The Hang Seng Index closed higher by 218 points to 21,743 yesterday, adding to the increase of 296 points on Wednesday.
The market rallied two days ago on speculation that the People's Bank of China might cut the reserve requirement ratio for banks, Francis Lun Sheung-nim, the managing director of Lyncean Securities, said.
Its better performance yesterday was due to the favourable preliminary Purchasing Managers' Index (PMI) figures for China released by HSBC.
"I suppose the market will fall and adjust on Friday and will continue to correct next week," he said.
He expected the market to stabilise around 21,200 points.
HSBC published its monthly PMI estimate yesterday, showing a jump to 50.4 this month from 49.5 to hit a 13-month high. A reading above 50 indicates expansion in the manufacturing sector.
The stock market has been warming up over the past two months - the HSI has climbed 11.2 per cent since the beginning of September - and the hibernating initial public offering market is coming back to life.
At least five companies have announced they are seeking Hong Kong listings since the beginning of this month.
They include Shanghai-based property developer CIFI and the mainland's largest non-life insurer by premiums, the People's Insurance Company of China.
But Louis Tse Ming-kwong, a director of VC Brokerage, said the market would not improve much in the fourth quarter, which has fewer than 40 days left.
"Things won't truly turn around until we see the end of the tunnel," he said, although investors may have a couple of months that are better than the trend.
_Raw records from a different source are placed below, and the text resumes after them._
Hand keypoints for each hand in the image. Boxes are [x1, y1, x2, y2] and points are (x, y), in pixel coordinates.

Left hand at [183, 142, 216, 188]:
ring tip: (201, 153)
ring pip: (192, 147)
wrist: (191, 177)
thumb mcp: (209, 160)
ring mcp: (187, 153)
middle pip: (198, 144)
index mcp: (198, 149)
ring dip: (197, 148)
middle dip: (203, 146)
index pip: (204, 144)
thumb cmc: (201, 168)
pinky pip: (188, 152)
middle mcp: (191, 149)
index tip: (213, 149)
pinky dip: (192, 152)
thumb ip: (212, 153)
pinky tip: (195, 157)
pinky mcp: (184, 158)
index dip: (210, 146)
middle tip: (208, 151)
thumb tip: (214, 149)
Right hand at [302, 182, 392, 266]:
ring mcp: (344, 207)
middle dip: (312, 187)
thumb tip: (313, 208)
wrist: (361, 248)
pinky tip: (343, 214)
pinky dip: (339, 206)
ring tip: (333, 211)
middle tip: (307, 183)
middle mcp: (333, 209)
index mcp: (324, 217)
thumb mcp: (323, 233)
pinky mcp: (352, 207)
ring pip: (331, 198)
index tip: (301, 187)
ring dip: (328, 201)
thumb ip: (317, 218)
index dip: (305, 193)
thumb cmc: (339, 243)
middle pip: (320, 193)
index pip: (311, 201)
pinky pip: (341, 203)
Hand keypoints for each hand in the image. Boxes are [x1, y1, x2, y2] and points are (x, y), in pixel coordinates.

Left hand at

"We need to wait and see if the US and China's economy will improve in 2013; that is the only solution for the financial cliff that we face," he said.
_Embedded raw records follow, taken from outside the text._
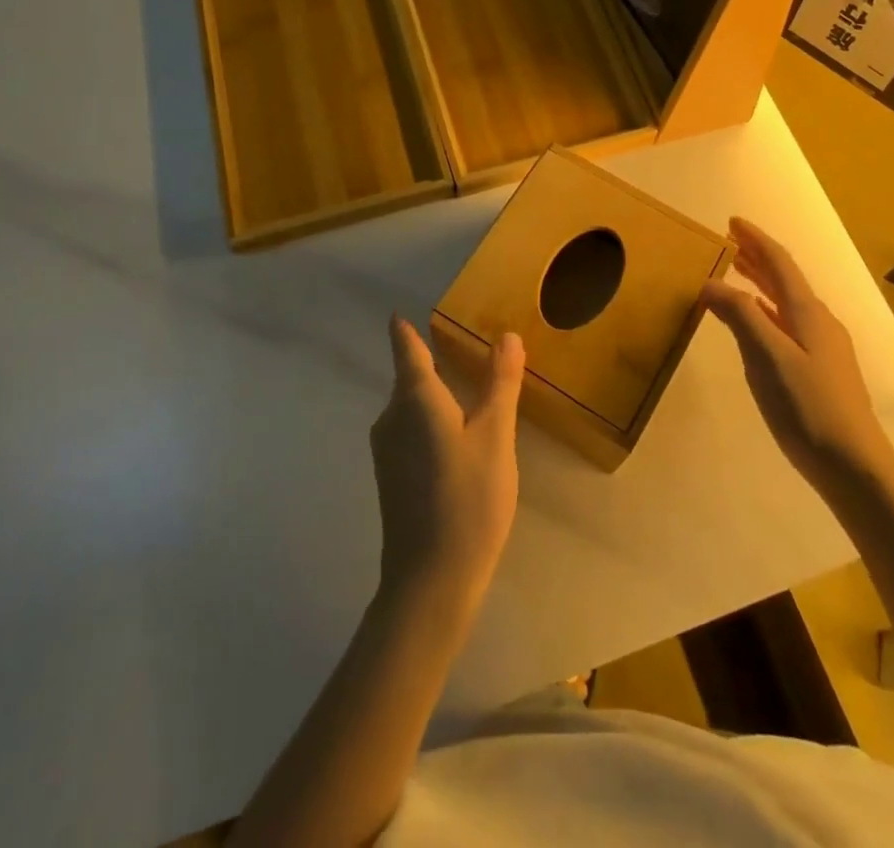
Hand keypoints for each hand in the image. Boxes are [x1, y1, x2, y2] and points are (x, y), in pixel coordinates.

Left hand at [370, 316, 522, 612]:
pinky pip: (411, 430)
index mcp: (414, 398)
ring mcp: (387, 449)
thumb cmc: (468, 498)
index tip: (404, 313)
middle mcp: (391, 417)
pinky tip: (458, 437)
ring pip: (411, 406)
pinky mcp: (391, 476)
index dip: (405, 330)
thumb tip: (506, 336)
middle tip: (465, 347)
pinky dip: (431, 421)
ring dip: (435, 394)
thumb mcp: (495, 435)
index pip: (406, 348)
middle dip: (432, 360)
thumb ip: (500, 383)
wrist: (430, 581)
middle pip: (410, 377)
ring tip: (469, 389)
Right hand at [702, 218, 890, 491]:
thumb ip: (740, 316)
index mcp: (808, 313)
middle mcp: (818, 322)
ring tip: (737, 274)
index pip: (779, 263)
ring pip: (786, 303)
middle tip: (729, 243)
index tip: (732, 222)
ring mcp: (823, 348)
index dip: (756, 240)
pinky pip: (787, 324)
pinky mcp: (820, 371)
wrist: (854, 466)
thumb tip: (710, 283)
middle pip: (785, 280)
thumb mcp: (768, 357)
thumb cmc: (808, 407)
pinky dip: (766, 312)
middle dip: (757, 258)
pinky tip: (756, 325)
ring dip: (761, 284)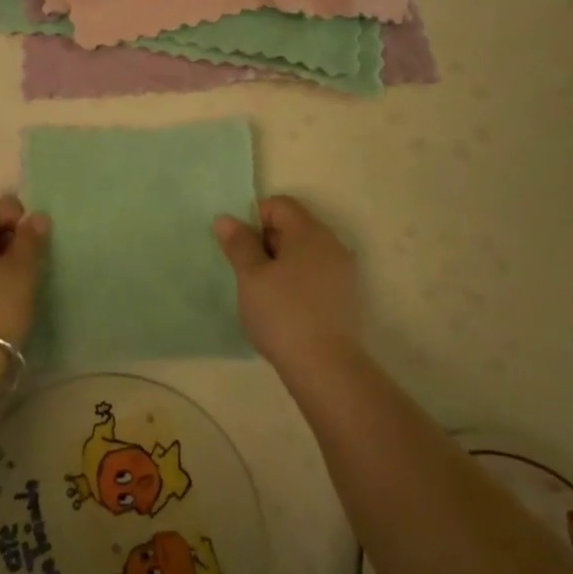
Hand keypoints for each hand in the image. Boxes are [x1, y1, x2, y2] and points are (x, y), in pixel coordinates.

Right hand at [214, 195, 363, 369]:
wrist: (326, 368)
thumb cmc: (283, 314)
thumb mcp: (251, 276)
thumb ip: (239, 244)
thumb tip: (226, 219)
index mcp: (309, 232)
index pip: (279, 205)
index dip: (254, 218)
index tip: (239, 246)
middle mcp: (332, 244)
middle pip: (294, 226)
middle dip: (266, 241)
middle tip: (247, 271)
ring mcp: (343, 272)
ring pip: (305, 253)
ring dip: (281, 263)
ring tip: (263, 292)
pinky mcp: (346, 298)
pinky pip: (316, 275)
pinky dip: (297, 282)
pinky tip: (284, 308)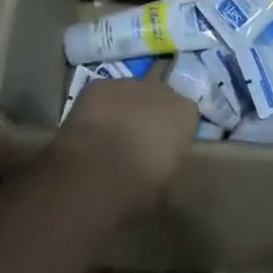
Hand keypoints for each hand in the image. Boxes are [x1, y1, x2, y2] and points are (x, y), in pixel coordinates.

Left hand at [52, 79, 195, 214]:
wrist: (98, 175)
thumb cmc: (141, 188)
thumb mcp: (167, 185)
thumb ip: (168, 163)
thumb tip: (158, 165)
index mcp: (185, 113)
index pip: (184, 115)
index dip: (171, 132)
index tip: (161, 150)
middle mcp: (161, 90)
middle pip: (157, 98)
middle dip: (148, 115)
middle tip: (135, 142)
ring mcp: (128, 84)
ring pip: (128, 94)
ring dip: (122, 110)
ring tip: (107, 139)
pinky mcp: (98, 85)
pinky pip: (101, 95)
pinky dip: (96, 109)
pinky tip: (87, 132)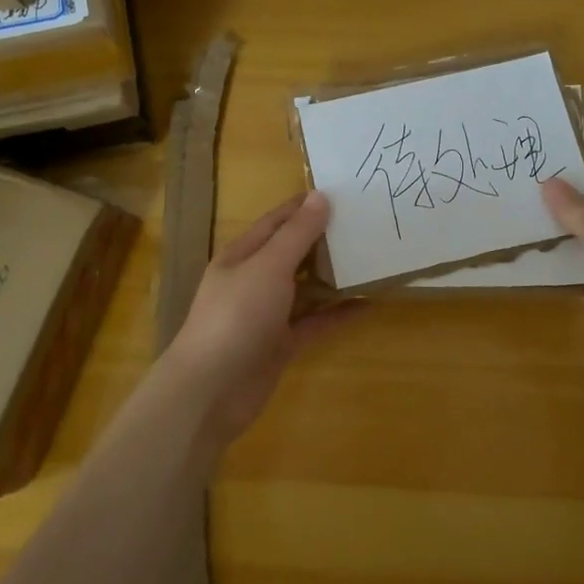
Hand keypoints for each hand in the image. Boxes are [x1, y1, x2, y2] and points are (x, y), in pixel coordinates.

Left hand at [167, 191, 352, 443]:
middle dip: (324, 239)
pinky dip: (337, 312)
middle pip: (293, 252)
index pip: (277, 221)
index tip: (342, 193)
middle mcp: (254, 279)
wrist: (211, 390)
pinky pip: (315, 321)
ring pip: (306, 287)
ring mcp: (267, 313)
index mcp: (242, 255)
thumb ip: (296, 234)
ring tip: (371, 258)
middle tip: (365, 224)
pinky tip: (367, 303)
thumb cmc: (236, 316)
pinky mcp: (281, 343)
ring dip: (334, 275)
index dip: (305, 206)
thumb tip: (320, 196)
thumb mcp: (268, 267)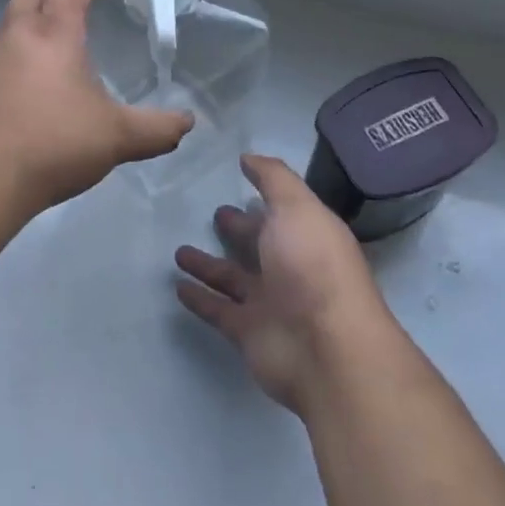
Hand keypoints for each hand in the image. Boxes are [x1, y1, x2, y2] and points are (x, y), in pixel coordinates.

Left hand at [0, 0, 193, 217]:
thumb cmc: (53, 147)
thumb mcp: (116, 139)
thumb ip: (157, 128)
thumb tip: (188, 122)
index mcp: (53, 36)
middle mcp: (13, 36)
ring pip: (5, 23)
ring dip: (26, 18)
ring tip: (45, 39)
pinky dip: (7, 56)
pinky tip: (16, 86)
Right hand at [174, 155, 396, 416]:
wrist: (327, 349)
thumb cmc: (313, 265)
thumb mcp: (297, 207)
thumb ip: (273, 179)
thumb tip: (248, 157)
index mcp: (308, 234)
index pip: (282, 210)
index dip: (264, 194)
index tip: (239, 177)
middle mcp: (291, 267)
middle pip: (260, 244)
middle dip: (240, 229)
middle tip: (216, 214)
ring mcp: (270, 302)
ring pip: (233, 278)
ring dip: (208, 265)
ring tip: (179, 251)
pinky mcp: (248, 332)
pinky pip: (218, 310)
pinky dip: (199, 298)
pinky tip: (177, 286)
Hong Kong Exchanges and Clearing (HKEx) chief executive Charles Li Xiaojia said yesterday that he expected regulatory approval for HKEx's acquisition of the London Metal Exchange (LME) to be finalised early next month. HKEx, which operates the city's stock and futures markets, agreed in June to pay HK$16.67 billion for the LME.
The LME would be a platform to further promote the yuan's globalisation and to tap the business potential of the mainland's commodity derivatives sector, HKEx said at the time.
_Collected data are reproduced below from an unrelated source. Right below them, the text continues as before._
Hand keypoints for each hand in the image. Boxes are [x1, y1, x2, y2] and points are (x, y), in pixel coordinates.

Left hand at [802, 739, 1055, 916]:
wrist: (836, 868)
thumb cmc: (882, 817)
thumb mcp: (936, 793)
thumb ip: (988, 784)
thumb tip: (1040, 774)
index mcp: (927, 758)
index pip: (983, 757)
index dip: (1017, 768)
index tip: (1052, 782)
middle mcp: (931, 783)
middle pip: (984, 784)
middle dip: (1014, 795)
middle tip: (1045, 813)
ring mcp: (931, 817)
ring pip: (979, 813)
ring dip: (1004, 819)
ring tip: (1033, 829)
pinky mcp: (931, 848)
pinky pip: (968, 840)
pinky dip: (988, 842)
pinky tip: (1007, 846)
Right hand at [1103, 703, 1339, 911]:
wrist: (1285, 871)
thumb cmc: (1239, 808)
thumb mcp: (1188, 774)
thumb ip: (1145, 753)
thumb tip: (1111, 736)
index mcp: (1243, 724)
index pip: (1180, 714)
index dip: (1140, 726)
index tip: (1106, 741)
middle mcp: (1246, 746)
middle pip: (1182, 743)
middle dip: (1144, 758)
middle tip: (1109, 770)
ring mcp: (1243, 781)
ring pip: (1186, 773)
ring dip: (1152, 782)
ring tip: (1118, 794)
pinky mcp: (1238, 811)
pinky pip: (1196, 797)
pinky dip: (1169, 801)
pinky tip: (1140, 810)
Tse said that in the long term the acquisition would benefit Hong Kong and the mainland. It would give Hong Kong an edge in its competition with Singapore as an Asian financial hub, he said.
It would also help the mainland's emerging market in metal trading and could serve as a new channel for offshore yuan to be repatriated to the mainland.
"Why should we keep the currency if it has no way to be moved back to China?" Tse said.
"The LME will provide a platform to realise two-way traffic [in the yuan], besides the existing methods, which are inconvenient."